Predigt am Ostersonntag, 11. April 2004, 1. Korinther 15, 1-11

Kanzelgruß
Fakten, Fakten, Fakten …kennen Sie diesen Spruch aus der Werbung? So wirbt das Nachrichtenmagazin Focus für sich. Eine Redaktionsrunde ist zu sehen. Der Chefredakteur im Gespräch mit seinen Redakteuren. Es wird über Nachrichten diskutiert, und dann fällt dieser Spruch aus Munde des Chefredakteurs Helmut Markwort: Fakten, Fakten, Fakten.
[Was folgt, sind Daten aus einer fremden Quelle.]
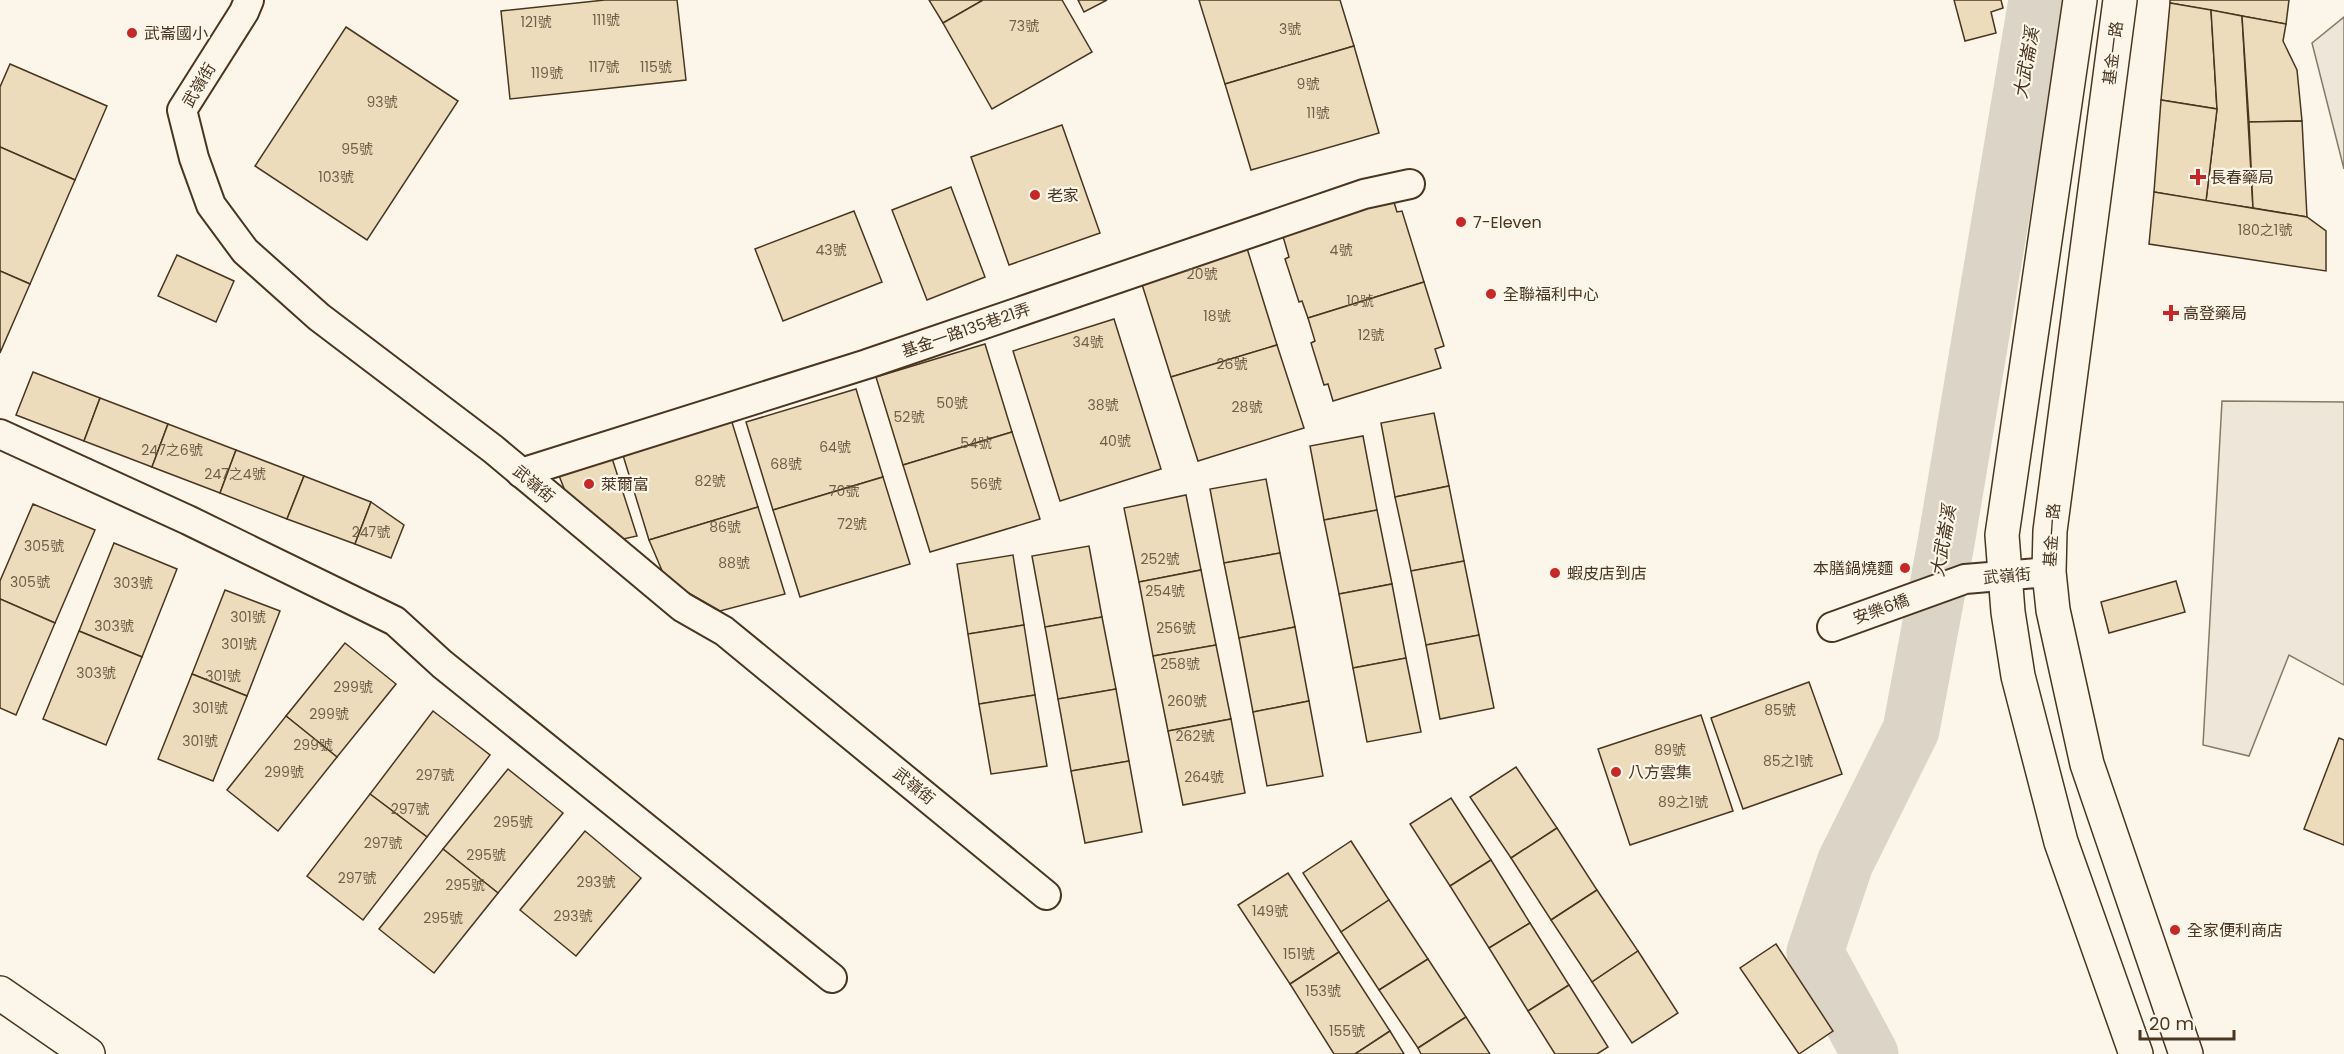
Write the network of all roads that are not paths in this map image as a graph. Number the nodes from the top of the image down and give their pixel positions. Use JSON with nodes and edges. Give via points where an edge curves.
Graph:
{"nodes":[{"id":1,"x":249,"y":0,"type":"edge"},
{"id":2,"x":2080,"y":0,"type":"edge"},
{"id":3,"x":2120,"y":0,"type":"edge"},
{"id":4,"x":1410,"y":184,"type":"dead end"},
{"id":5,"x":0,"y":434,"type":"edge"},
{"id":6,"x":521,"y":473,"type":"junction"},
{"id":7,"x":2049,"y":572,"type":"junction"},
{"id":8,"x":2006,"y":576,"type":"junction"},
{"id":9,"x":1965,"y":579,"type":"joint"},
{"id":10,"x":1832,"y":627,"type":"dead end"},
{"id":11,"x":1046,"y":895,"type":"dead end"},
{"id":12,"x":832,"y":978,"type":"dead end"},
{"id":13,"x":11,"y":1000,"type":"edge"},
{"id":14,"x":88,"y":1054,"type":"edge"},
{"id":15,"x":111,"y":1054,"type":"edge"},
{"id":16,"x":2136,"y":1054,"type":"edge"},
{"id":17,"x":2187,"y":1054,"type":"edge"}],
"edges":[{"from":1,"to":6,"type":"street","name":"武嶺街","via":[[182,110],[211,205],[246,251],[319,317]]},
{"from":2,"to":8,"type":"main road","via":[[2002,535]]},
{"from":3,"to":7,"type":"main road","name":"基金一路","via":[[2050,531]]},
{"from":4,"to":6,"type":"street","name":"基金一路135巷21弄","via":[[1365,194],[867,364]]},
{"from":5,"to":12,"type":"street","via":[[395,621],[442,664]]},
{"from":6,"to":11,"type":"street","name":"武嶺街","via":[[682,607],[724,631]]},
{"from":7,"to":8,"type":"street","name":"武嶺街"},
{"from":7,"to":17,"type":"main road","name":"基金一路","via":[[2086,764]]},
{"from":8,"to":9,"type":"street","name":"武嶺街"},
{"from":8,"to":16,"type":"main road","via":[[2018,676],[2061,842]]},
{"from":9,"to":10,"type":"street","name":"安樂6橋"},
{"from":13,"to":14,"type":"main road"},
{"from":13,"to":15,"type":"main road"}]}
Das Ziel ist klar, die Umsatzzahlen können nur durch diesen Journalismus gesteigert werden. Fakten sind es, die zählen. Es geht nicht um Gerüchte, sondern um Tatsachen. Und mit dieser Strategie hat das Nachrichtenmagazin Focus dem ehrwürdigen Spiegel eine Menge Leser abspenstig gemacht.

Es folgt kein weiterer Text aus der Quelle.